O filme do escritor e diretor Kenneth Lonergan não é feito
de momentos arrebatadores, muito pelo contrário. Salvo talvez uma única cena de
profundo impacto dramático, Manchester à Beira Mar é feito de frases, gestos e
ações simples, mas carregadas de emoção dolorosamente contida. Nisso, o texto
contido e discreto, que prefere dizer muito com pouco, depende muito de seu
elenco, e Lonergan foi extremamente feliz ao escalá-lo. O filme, de fato,
deveria ser dirigido e interpretado por Matt Damon. Mas uma série de atrasos o
deixou apenas como produtor, e Lonergan assumiu a direção do roteiro que
escreveu e Affleck acabou ficando com a oportunidade de mostrar o gigante de
ator que é. Toda a raiva, culpa, tristeza, frustração e medo de Lee são
expressos com impressionante atenção aos detalhes, olhares, posturas corporais
e com o desconfortável silêncio do personagem. Lucas Hedges também se sai muito
bem e Michelle Williams prova porque uma personagem com tão pouco tempo na tela
precisava de uma atriz do seu calibre para interpretá-la, mostrando mais uma
vez porque é uma das melhores e mais subestimadas atrizes de sua geração.
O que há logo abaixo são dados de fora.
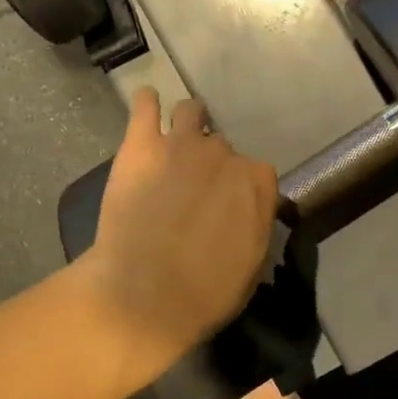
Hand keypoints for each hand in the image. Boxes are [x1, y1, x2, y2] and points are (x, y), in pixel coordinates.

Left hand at [83, 88, 279, 365]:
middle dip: (210, 163)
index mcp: (256, 183)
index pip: (257, 173)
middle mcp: (224, 154)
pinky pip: (145, 105)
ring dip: (188, 122)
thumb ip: (254, 227)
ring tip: (175, 139)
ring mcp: (181, 143)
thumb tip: (249, 216)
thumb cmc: (205, 293)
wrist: (144, 294)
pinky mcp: (140, 144)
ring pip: (191, 112)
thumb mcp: (251, 267)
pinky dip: (147, 104)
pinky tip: (146, 106)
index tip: (229, 205)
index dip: (241, 188)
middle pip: (221, 147)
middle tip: (193, 188)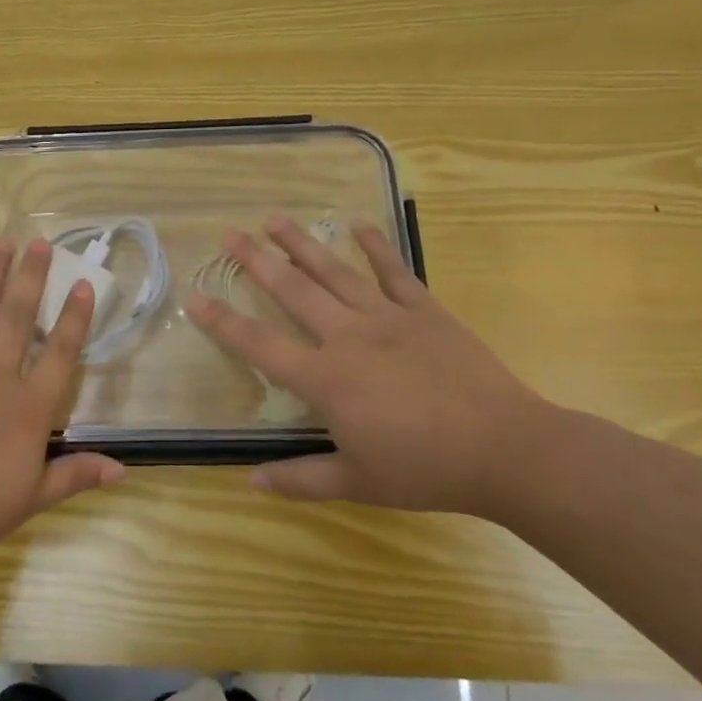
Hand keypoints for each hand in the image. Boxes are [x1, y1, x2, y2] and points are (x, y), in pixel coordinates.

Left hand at [0, 239, 123, 567]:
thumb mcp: (28, 501)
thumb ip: (74, 476)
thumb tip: (122, 469)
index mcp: (26, 410)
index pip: (59, 355)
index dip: (73, 319)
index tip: (82, 284)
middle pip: (17, 318)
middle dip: (32, 277)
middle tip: (41, 242)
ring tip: (2, 242)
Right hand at [186, 215, 554, 513]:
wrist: (505, 449)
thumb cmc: (424, 469)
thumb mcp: (357, 482)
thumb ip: (300, 479)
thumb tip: (250, 481)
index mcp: (325, 379)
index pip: (260, 345)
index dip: (223, 322)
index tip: (196, 298)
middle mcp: (348, 337)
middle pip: (293, 291)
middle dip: (256, 261)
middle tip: (229, 233)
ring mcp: (388, 318)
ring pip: (335, 271)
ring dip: (302, 243)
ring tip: (274, 218)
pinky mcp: (426, 311)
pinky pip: (395, 271)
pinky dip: (376, 245)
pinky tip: (357, 223)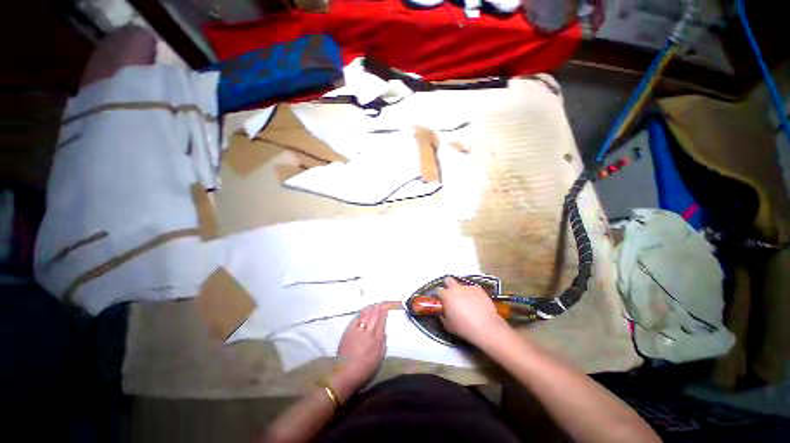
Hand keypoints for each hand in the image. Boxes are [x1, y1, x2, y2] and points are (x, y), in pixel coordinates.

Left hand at [332, 303, 388, 399]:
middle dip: (378, 307)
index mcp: (376, 338)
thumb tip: (384, 332)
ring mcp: (356, 330)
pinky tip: (362, 313)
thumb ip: (382, 343)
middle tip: (381, 303)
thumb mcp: (379, 358)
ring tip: (374, 306)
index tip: (386, 306)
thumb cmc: (365, 370)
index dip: (384, 311)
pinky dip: (361, 314)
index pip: (381, 319)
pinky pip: (356, 318)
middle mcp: (367, 331)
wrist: (345, 375)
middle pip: (374, 314)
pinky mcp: (347, 331)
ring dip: (370, 309)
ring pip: (365, 314)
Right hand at [437, 276, 508, 344]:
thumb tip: (442, 311)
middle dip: (448, 285)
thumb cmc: (464, 327)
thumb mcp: (447, 325)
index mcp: (447, 295)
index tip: (442, 301)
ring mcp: (468, 287)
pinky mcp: (479, 289)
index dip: (440, 296)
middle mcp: (456, 288)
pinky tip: (476, 304)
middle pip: (448, 280)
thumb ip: (442, 314)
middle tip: (451, 296)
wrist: (486, 327)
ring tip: (467, 303)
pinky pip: (472, 289)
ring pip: (461, 285)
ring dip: (461, 291)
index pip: (438, 290)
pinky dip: (472, 294)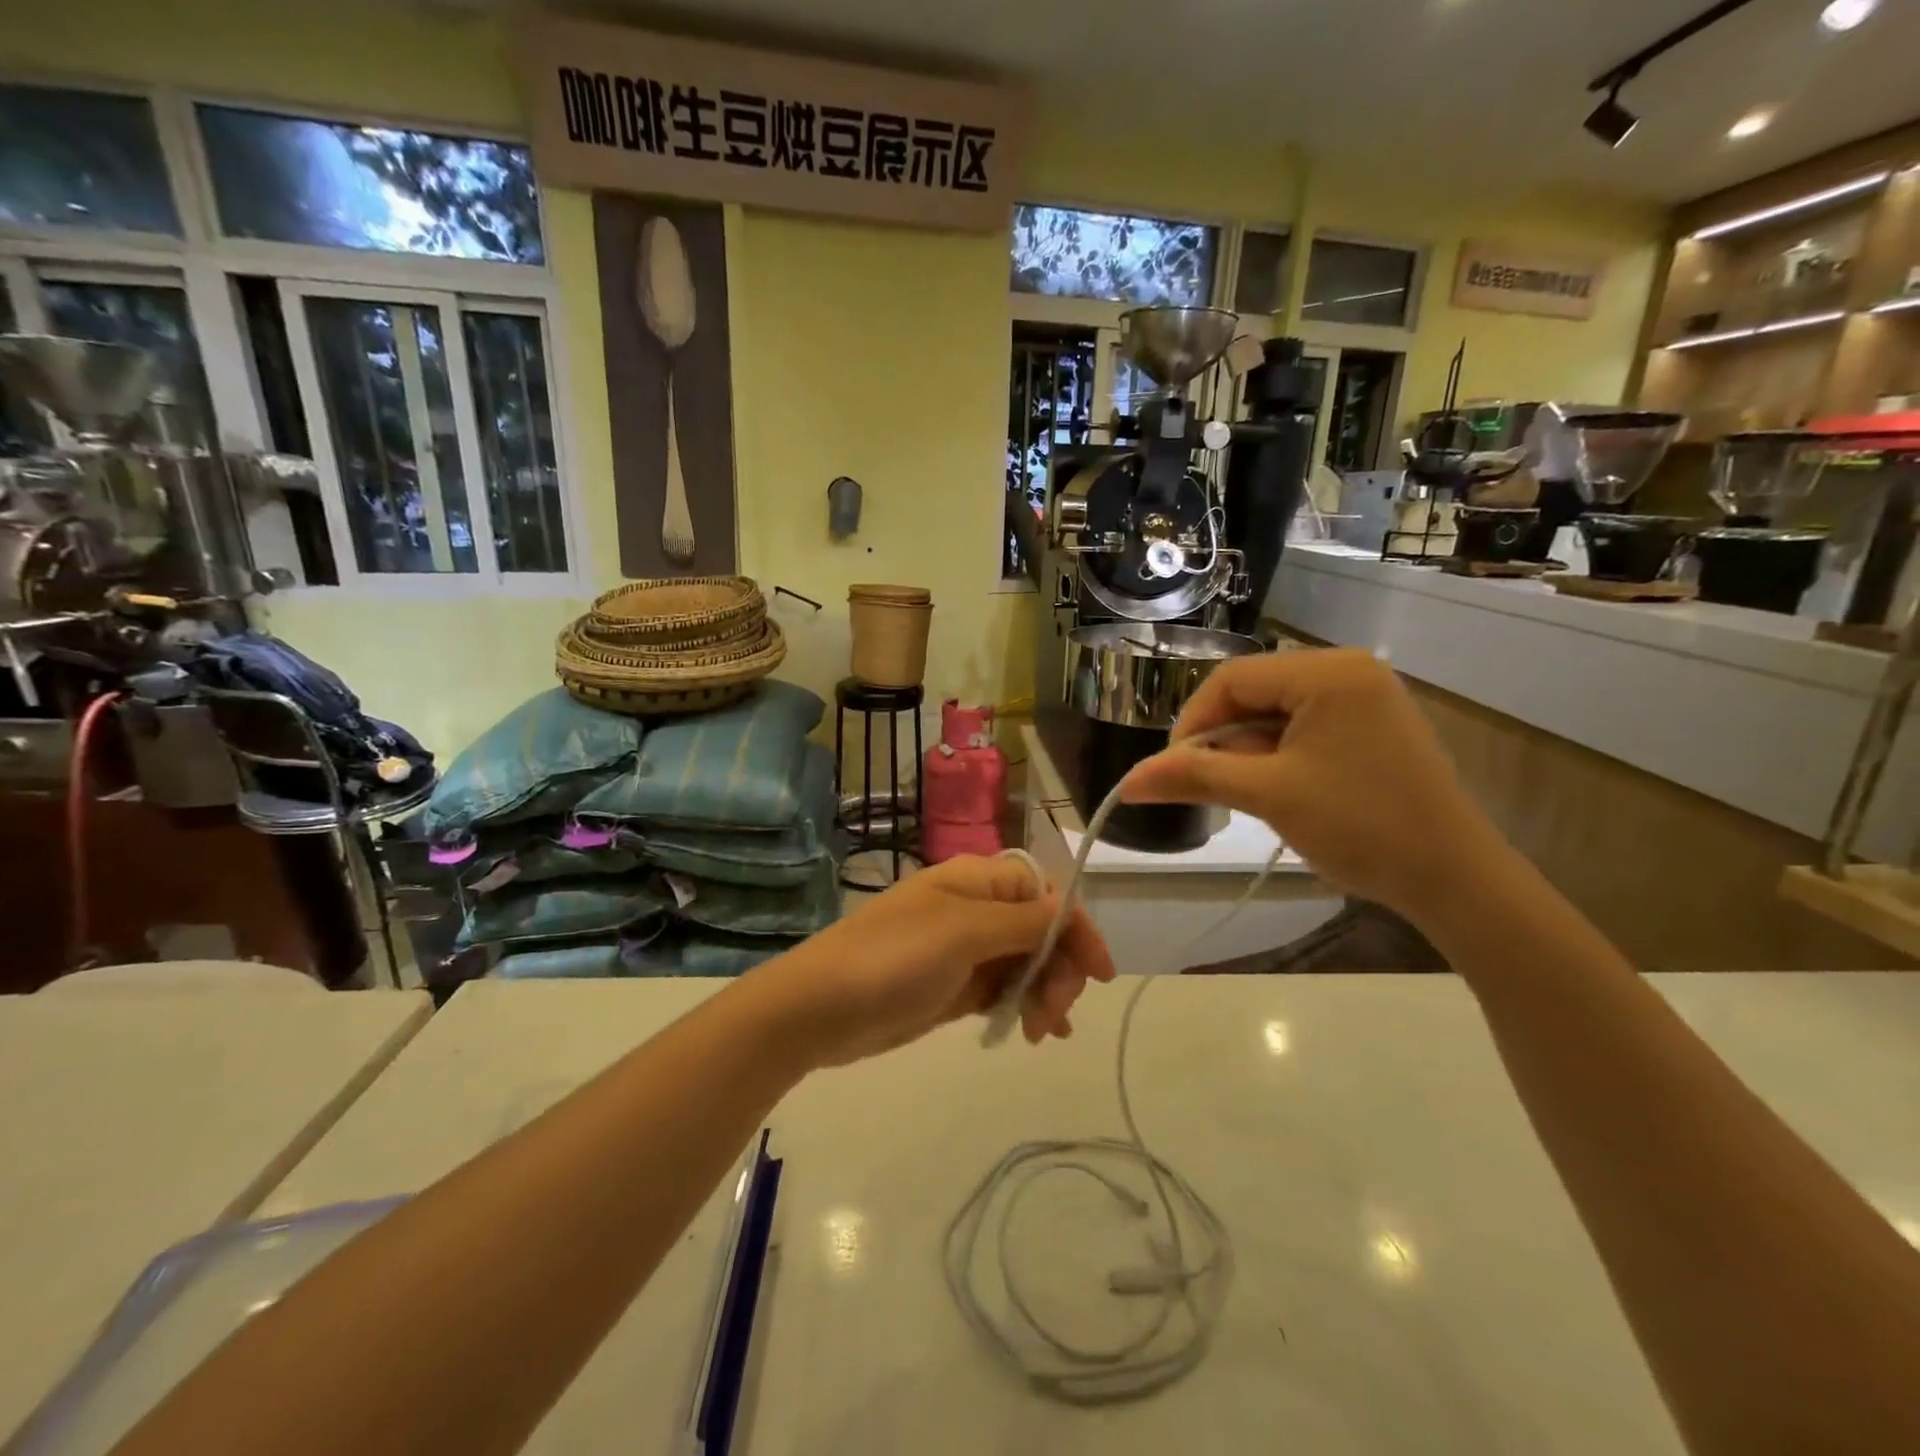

Os flashbacks que contam a vida de Lee antes de se tornar um
faz tudo recluso entremeiam a narrativa muitas vezes sem uma separação temporal
clara, e é preciso atenção do espectador para separar passado e presente sem se
confundir. Mas a principal dica que entrega claramente o que é passado e futuro
é o próprio Lee. No passado ele é leve, engraçado, amoroso, vivo. No presente é
fechado, vivendo no automático, falando o mínimo possível e arrumando brigas em
bares absolutamente sem motivo algum. A trilha musical é composta apenas com
peças clássicas, algo que às vezes apresenta problemas. A cena-chave que mostra
a grande tragédia da vida de Lee acontece ao som do Adágio em Sol Menor, de
Albinoni, peça excessivamente conhecida, o que pode gerar alguma distração.
A tragédia que mudou a vida de Lee e que passou a defini-lo
é a mesma que inicialmente o faz pensar que a melhor decisão é incluir o
sobrinho em sua vida de zumbi, sem objetivo. Mas também pode ser a que o fará
tomar sua decisão final, talvez não a certa, mas a melhor que ele pode tomar.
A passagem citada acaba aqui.